**Your objective:** Going line by line through the material below, tally those that contain the word "edges" and give the count by itself.

**Entries shown:**
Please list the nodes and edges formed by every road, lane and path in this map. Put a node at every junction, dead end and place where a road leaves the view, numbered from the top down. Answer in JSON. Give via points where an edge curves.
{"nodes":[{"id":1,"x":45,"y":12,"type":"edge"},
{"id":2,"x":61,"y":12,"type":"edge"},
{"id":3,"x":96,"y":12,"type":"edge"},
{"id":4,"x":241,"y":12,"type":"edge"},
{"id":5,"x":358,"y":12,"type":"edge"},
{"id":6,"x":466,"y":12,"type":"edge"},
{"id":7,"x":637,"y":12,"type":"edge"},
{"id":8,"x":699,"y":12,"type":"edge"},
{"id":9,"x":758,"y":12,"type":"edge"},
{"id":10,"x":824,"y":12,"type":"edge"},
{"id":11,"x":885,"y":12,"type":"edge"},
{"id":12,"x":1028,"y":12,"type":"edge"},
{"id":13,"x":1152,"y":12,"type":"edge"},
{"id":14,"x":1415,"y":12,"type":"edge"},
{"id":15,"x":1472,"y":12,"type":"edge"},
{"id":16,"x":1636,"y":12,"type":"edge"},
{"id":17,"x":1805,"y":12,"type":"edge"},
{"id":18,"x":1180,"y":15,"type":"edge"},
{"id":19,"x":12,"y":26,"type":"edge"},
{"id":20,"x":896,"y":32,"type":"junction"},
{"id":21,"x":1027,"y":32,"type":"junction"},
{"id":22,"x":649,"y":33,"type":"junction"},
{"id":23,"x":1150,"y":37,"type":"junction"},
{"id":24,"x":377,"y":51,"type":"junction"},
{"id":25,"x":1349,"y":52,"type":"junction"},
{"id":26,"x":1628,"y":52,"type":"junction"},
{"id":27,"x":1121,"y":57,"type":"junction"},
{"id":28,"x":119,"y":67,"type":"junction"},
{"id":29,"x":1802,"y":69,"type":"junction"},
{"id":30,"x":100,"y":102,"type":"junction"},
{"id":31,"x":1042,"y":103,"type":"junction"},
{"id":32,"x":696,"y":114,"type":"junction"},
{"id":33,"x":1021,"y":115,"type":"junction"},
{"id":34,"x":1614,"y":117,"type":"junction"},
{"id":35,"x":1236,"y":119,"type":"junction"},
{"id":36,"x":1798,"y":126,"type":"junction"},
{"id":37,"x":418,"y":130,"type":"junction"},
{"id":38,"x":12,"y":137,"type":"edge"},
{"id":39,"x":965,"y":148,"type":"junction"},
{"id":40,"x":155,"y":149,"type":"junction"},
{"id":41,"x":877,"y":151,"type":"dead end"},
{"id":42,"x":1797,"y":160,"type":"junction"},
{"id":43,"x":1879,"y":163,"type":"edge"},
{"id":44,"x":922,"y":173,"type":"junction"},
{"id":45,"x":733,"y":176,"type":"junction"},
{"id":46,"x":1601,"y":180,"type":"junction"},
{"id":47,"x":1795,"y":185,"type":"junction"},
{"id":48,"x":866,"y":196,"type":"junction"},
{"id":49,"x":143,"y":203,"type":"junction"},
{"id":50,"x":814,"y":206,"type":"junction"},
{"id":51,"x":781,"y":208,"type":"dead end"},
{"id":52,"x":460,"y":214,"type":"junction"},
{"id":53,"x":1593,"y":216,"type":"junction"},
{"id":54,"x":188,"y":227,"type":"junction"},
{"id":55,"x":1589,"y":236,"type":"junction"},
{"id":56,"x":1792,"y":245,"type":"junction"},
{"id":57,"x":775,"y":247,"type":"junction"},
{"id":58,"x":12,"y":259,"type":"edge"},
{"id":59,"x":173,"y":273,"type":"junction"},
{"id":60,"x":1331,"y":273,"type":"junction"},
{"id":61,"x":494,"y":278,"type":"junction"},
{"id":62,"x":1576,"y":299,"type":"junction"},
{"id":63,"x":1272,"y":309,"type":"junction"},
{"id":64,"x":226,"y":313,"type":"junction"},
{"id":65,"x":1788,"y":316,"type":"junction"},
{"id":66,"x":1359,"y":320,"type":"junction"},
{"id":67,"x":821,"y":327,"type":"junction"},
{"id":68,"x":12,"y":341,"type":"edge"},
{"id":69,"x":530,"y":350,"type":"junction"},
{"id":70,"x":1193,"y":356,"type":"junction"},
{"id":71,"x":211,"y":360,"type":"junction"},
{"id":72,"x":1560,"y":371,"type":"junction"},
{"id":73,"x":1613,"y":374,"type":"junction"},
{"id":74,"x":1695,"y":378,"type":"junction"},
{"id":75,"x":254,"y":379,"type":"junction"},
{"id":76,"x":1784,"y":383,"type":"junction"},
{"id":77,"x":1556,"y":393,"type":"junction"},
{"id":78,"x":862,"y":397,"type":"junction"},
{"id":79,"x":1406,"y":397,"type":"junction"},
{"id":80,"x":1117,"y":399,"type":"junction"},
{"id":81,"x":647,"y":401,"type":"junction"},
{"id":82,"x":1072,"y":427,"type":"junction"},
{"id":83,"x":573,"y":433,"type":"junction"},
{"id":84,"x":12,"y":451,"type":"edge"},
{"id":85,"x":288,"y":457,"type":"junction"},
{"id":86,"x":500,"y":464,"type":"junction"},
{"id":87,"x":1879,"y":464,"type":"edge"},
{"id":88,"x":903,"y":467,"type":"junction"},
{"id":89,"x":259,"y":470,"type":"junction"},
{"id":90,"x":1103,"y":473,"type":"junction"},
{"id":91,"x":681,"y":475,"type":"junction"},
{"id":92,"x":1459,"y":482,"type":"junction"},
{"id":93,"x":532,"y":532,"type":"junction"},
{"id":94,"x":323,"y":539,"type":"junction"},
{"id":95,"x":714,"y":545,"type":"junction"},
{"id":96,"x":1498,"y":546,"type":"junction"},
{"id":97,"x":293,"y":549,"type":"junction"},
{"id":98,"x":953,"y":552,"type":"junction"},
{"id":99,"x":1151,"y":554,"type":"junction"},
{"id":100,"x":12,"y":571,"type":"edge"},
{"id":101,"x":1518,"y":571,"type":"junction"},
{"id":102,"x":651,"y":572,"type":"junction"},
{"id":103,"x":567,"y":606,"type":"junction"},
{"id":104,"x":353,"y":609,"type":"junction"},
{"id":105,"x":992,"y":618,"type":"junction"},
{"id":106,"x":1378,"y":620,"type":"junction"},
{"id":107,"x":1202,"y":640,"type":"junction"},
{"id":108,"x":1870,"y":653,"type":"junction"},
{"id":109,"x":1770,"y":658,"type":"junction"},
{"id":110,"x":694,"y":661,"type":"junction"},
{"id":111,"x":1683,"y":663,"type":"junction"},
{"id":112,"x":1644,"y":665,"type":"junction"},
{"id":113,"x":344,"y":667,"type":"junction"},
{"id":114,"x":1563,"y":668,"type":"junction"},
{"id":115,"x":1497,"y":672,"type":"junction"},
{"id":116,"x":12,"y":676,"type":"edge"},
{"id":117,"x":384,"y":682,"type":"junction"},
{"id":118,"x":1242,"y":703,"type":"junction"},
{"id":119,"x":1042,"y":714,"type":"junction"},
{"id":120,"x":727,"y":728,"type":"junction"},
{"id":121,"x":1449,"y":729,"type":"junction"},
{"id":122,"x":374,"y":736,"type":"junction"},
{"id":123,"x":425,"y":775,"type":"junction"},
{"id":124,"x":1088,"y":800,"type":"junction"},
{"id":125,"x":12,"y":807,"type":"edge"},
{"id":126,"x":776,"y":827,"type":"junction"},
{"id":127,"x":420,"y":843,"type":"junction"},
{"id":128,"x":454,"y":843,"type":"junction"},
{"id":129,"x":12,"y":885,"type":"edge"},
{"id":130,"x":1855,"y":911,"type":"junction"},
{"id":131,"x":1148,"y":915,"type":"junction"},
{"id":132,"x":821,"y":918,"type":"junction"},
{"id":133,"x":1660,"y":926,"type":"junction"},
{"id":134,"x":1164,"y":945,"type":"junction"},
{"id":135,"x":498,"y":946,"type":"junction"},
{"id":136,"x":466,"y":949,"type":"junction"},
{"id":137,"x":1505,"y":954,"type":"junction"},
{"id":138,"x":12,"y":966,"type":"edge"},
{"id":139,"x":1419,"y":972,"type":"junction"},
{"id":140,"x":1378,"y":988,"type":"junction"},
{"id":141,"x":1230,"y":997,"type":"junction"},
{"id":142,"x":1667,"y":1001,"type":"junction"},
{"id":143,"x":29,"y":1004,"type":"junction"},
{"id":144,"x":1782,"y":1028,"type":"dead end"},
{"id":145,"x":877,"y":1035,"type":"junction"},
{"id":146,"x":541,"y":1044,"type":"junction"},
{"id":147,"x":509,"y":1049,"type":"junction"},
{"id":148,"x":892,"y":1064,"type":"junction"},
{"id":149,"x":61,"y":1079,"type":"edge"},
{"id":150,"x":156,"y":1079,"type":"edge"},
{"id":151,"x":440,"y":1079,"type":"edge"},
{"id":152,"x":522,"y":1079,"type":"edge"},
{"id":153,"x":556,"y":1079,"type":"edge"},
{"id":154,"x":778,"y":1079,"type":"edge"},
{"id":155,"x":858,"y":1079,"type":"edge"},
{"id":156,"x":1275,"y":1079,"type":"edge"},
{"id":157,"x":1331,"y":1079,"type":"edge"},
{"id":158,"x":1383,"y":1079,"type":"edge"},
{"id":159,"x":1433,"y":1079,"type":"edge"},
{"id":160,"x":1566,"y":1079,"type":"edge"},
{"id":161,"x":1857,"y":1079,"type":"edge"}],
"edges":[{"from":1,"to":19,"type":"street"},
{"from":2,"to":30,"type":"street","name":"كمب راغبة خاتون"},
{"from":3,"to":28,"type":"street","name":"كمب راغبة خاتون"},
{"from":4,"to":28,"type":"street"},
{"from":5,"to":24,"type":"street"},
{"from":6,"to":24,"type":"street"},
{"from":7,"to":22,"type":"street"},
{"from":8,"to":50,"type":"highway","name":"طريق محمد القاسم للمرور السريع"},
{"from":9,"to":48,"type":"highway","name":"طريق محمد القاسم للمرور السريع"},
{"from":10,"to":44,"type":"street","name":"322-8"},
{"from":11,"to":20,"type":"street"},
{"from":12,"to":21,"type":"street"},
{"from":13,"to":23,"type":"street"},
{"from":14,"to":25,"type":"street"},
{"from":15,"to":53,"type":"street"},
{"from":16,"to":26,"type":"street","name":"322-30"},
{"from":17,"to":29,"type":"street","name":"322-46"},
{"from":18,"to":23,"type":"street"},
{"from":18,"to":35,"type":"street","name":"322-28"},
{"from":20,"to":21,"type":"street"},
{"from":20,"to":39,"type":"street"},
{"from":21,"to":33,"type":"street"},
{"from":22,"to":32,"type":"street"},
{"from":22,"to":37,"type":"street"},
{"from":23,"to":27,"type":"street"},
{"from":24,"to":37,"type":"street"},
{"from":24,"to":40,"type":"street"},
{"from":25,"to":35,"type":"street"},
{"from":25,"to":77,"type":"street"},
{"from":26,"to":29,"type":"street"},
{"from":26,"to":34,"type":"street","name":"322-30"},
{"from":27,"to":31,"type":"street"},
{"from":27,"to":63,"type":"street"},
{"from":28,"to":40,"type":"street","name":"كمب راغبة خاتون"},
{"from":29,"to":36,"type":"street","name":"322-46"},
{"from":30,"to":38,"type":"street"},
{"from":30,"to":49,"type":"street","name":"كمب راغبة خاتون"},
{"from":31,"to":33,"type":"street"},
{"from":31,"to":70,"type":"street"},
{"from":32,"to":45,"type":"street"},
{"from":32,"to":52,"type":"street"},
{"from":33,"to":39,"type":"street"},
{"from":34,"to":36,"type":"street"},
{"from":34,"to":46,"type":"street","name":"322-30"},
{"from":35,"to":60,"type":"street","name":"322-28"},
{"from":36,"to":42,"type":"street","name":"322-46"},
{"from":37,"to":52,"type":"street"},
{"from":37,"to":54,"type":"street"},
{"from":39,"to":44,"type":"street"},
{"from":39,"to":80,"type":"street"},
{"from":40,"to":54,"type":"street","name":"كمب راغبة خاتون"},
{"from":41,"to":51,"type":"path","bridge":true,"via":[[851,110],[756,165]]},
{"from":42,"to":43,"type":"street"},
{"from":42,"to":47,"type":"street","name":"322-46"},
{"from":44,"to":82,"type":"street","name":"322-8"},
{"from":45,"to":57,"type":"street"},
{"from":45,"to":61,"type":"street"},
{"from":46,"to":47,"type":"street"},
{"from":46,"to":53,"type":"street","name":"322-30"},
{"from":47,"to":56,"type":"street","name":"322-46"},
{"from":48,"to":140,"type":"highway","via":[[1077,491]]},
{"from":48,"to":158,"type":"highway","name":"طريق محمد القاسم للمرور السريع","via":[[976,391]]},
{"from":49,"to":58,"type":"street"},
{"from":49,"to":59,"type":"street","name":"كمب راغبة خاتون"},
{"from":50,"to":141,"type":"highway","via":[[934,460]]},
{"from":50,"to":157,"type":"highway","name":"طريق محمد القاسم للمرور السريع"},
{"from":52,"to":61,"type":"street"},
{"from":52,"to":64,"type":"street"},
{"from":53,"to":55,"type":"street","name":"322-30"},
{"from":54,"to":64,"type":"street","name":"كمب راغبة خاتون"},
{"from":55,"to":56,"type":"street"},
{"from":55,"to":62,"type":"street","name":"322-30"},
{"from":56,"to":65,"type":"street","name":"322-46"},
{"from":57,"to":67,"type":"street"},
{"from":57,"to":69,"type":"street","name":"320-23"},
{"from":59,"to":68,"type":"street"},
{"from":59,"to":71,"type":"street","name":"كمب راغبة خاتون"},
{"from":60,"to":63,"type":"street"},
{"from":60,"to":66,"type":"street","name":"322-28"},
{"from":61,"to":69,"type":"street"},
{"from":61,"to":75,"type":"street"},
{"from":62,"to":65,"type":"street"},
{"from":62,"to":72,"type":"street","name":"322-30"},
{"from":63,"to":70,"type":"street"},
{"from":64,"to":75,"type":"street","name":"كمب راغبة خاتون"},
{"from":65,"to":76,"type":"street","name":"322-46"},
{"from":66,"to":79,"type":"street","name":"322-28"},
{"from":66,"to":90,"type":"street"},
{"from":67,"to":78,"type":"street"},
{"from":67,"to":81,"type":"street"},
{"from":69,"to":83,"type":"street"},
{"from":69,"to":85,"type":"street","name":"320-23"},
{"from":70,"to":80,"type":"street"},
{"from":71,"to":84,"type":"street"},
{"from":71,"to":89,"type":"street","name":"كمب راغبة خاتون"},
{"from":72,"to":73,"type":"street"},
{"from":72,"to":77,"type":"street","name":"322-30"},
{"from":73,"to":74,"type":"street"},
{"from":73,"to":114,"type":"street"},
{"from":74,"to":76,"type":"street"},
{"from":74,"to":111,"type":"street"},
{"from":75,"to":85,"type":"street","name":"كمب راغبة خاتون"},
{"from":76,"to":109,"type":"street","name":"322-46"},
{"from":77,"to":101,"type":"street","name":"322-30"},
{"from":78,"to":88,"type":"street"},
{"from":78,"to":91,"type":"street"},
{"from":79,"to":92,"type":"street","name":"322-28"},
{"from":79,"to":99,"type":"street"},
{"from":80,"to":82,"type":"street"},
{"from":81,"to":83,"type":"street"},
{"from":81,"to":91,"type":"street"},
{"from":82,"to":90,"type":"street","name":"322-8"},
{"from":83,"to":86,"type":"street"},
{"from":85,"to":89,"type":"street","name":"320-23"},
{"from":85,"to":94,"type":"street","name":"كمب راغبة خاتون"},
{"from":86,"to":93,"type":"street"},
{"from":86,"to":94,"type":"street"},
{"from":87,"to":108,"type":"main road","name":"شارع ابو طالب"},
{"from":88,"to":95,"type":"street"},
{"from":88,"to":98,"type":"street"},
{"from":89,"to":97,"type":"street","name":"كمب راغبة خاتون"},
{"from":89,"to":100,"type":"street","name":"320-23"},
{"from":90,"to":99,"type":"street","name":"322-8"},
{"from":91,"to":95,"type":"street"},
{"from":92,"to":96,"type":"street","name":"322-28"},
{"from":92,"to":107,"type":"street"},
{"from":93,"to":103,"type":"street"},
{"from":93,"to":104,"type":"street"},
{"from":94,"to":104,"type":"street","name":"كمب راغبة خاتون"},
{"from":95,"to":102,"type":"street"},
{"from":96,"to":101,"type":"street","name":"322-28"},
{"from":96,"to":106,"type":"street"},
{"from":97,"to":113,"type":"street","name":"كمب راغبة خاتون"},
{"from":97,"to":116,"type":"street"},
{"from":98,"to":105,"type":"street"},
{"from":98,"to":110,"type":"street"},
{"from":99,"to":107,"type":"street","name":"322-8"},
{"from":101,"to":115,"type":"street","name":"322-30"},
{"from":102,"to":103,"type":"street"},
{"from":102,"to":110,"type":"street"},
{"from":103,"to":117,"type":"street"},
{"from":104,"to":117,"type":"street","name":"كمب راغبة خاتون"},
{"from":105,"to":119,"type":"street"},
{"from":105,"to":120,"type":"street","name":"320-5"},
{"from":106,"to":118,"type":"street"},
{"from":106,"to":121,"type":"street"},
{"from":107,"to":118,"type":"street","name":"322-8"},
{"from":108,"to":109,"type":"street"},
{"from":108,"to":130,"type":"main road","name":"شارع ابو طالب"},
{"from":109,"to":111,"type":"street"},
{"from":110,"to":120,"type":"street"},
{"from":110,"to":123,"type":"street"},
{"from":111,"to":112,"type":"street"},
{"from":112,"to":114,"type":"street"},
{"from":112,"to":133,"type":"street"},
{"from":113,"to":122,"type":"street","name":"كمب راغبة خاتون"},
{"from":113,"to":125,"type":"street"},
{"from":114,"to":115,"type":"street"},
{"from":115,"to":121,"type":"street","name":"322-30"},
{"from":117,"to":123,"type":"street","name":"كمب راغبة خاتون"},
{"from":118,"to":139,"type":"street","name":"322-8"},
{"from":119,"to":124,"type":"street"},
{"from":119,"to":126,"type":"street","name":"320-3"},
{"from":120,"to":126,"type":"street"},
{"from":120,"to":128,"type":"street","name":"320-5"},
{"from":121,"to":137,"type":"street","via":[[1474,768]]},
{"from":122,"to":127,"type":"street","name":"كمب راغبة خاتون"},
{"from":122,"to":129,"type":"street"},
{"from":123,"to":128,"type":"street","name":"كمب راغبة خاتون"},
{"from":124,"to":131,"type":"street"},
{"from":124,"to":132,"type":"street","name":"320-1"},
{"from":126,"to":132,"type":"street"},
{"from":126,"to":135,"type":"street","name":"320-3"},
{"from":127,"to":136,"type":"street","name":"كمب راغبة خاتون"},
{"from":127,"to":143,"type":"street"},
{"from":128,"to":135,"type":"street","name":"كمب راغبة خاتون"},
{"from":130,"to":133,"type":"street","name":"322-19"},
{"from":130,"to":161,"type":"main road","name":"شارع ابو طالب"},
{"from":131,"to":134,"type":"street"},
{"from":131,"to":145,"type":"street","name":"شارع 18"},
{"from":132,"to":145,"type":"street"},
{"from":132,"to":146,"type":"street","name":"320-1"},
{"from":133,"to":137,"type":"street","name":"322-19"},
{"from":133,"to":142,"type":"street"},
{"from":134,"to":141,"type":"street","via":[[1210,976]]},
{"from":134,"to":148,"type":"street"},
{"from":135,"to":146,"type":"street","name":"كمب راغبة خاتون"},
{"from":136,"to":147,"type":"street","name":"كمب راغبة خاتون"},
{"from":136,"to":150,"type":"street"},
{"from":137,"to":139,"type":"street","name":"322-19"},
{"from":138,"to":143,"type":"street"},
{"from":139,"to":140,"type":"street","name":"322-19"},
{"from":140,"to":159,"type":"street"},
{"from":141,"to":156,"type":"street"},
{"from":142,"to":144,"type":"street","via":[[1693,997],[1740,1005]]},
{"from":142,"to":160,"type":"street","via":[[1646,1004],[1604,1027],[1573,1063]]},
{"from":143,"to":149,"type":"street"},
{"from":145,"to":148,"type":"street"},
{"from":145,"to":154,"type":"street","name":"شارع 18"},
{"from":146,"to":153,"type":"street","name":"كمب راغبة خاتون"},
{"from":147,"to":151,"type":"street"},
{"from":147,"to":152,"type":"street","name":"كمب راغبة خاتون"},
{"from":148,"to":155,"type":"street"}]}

**Solution to this exercise:** 2